→ Work required:
Please give, word for word, the line containing "Digitize the connectivity" and every line that comes after it in the data below.
####################
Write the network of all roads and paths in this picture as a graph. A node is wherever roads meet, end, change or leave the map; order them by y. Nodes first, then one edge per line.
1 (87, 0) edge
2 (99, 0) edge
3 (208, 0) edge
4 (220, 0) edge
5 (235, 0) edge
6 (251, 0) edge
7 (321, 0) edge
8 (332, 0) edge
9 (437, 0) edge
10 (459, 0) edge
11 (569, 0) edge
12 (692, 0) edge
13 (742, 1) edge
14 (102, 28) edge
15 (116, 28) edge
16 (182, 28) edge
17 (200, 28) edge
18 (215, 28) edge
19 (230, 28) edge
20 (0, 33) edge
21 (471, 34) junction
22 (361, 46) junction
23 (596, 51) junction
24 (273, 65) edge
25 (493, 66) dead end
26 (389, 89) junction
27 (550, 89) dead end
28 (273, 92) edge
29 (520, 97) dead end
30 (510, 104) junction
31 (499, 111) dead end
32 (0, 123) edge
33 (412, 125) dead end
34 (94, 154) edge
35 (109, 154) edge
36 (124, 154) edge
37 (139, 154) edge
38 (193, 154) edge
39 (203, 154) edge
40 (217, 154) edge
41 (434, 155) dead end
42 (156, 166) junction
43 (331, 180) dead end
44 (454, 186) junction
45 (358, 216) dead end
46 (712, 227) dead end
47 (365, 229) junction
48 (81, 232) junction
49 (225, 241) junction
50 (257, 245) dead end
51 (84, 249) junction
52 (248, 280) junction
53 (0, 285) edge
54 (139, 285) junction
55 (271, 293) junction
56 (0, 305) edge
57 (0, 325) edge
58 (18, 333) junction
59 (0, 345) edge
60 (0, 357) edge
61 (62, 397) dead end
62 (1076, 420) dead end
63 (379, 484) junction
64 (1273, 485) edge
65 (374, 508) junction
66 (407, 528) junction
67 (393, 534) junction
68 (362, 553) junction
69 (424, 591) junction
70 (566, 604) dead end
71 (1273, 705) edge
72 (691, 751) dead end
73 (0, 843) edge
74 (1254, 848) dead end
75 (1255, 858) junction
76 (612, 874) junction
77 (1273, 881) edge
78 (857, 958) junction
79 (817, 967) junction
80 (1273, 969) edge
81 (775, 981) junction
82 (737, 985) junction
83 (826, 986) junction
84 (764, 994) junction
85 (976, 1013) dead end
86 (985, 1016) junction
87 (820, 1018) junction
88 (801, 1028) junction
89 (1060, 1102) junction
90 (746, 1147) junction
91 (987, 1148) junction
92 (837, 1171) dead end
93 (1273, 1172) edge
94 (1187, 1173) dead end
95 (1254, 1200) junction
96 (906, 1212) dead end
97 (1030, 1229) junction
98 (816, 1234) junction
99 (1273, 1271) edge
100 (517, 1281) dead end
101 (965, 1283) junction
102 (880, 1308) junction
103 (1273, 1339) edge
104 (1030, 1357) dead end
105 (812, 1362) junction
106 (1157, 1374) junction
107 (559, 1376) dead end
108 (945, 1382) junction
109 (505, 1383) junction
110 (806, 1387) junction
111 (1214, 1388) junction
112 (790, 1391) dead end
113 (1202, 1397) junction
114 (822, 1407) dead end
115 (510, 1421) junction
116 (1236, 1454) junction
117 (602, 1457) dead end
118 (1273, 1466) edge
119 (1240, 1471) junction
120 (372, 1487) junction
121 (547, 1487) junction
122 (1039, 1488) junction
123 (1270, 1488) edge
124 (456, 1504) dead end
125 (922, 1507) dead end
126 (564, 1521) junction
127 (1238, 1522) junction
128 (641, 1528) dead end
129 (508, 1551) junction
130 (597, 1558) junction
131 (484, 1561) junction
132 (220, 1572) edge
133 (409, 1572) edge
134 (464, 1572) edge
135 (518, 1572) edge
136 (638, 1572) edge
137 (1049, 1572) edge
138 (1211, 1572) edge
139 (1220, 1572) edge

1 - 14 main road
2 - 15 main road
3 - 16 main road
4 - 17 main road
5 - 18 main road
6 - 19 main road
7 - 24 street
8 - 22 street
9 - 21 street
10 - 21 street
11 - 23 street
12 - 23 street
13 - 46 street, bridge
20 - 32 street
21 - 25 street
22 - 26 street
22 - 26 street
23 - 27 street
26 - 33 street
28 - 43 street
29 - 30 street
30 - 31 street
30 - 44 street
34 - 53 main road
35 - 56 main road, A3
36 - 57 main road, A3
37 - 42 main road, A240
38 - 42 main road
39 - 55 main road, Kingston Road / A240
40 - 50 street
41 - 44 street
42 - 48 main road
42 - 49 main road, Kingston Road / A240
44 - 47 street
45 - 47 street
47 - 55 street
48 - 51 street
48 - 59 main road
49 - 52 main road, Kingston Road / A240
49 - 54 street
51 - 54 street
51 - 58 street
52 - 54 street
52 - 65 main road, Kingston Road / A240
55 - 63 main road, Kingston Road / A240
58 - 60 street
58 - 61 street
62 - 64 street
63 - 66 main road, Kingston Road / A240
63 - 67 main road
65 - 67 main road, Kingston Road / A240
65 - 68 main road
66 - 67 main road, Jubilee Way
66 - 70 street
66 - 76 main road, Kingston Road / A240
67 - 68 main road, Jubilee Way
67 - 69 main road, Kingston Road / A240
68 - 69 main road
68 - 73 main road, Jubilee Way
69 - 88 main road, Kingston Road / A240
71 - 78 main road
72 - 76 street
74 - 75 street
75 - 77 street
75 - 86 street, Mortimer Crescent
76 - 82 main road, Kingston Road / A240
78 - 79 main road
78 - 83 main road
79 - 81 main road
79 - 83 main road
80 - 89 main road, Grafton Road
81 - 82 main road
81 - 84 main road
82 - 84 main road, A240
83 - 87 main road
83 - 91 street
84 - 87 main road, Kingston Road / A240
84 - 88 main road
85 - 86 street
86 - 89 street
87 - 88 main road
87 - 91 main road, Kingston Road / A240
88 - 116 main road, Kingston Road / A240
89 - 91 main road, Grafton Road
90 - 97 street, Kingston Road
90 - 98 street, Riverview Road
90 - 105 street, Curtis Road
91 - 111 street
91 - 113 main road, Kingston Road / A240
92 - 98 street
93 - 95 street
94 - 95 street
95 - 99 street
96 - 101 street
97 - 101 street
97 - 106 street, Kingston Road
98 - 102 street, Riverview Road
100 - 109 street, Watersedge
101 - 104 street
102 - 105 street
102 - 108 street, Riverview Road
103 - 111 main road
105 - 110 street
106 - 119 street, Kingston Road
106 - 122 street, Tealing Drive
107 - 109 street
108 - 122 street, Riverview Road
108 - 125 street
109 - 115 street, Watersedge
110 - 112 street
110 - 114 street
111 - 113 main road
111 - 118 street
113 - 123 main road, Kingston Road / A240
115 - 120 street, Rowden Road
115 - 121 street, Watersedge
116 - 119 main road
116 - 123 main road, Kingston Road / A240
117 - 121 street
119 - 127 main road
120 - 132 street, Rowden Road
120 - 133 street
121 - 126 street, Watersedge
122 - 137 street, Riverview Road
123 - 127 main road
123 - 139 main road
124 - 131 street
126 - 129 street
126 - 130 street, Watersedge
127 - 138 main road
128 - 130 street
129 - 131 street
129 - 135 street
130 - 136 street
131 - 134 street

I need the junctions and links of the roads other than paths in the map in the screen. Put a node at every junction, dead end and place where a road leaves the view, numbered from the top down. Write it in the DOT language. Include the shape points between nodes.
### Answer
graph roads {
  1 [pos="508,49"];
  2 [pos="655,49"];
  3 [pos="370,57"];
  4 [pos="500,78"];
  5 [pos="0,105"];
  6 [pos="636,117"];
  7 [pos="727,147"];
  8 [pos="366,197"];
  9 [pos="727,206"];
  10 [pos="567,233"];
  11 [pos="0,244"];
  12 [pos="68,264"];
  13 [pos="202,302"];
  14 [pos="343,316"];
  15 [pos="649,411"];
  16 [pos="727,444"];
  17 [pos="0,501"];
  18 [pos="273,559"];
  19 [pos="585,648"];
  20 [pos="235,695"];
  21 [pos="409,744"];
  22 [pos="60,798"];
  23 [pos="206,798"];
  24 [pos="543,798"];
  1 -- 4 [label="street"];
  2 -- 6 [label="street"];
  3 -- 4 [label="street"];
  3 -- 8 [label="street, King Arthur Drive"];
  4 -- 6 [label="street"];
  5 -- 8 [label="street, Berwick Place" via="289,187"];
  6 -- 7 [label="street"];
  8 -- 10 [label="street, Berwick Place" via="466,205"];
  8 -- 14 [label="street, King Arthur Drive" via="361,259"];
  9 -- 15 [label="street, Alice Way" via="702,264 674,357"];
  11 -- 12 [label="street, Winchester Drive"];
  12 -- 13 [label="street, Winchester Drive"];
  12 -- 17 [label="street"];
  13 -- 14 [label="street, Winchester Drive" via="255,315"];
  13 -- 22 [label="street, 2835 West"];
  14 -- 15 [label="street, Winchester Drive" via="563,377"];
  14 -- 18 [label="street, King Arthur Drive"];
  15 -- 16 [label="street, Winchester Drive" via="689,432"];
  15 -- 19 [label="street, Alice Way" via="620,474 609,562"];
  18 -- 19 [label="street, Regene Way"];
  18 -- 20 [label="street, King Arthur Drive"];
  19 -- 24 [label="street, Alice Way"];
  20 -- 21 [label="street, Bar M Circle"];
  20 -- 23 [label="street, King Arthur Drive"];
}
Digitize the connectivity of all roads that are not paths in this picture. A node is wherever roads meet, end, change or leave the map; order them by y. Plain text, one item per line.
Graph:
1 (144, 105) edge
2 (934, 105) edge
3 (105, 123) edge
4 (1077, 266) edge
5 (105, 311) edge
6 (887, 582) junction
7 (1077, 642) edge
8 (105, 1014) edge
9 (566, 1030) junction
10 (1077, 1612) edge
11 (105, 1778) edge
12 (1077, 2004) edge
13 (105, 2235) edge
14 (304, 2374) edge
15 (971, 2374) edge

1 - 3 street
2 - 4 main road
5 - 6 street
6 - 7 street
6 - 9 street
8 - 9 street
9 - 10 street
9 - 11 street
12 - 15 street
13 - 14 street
####################
→ Answer box:
Digitize the connectivity of all roads that are not paths in this picture. A node is wherever roads meet, end, change or leave the map; order them by y. Plain text, one item per line.
Graph:
1 (144, 105) edge
2 (934, 105) edge
3 (105, 123) edge
4 (1077, 266) edge
5 (105, 311) edge
6 (887, 582) junction
7 (1077, 642) edge
8 (105, 1014) edge
9 (566, 1030) junction
10 (1077, 1612) edge
11 (105, 1778) edge
12 (1077, 2004) edge
13 (105, 2235) edge
14 (304, 2374) edge
15 (971, 2374) edge

1 - 3 street
2 - 4 main road
5 - 6 street
6 - 7 street
6 - 9 street
8 - 9 street
9 - 10 street
9 - 11 street
12 - 15 street
13 - 14 street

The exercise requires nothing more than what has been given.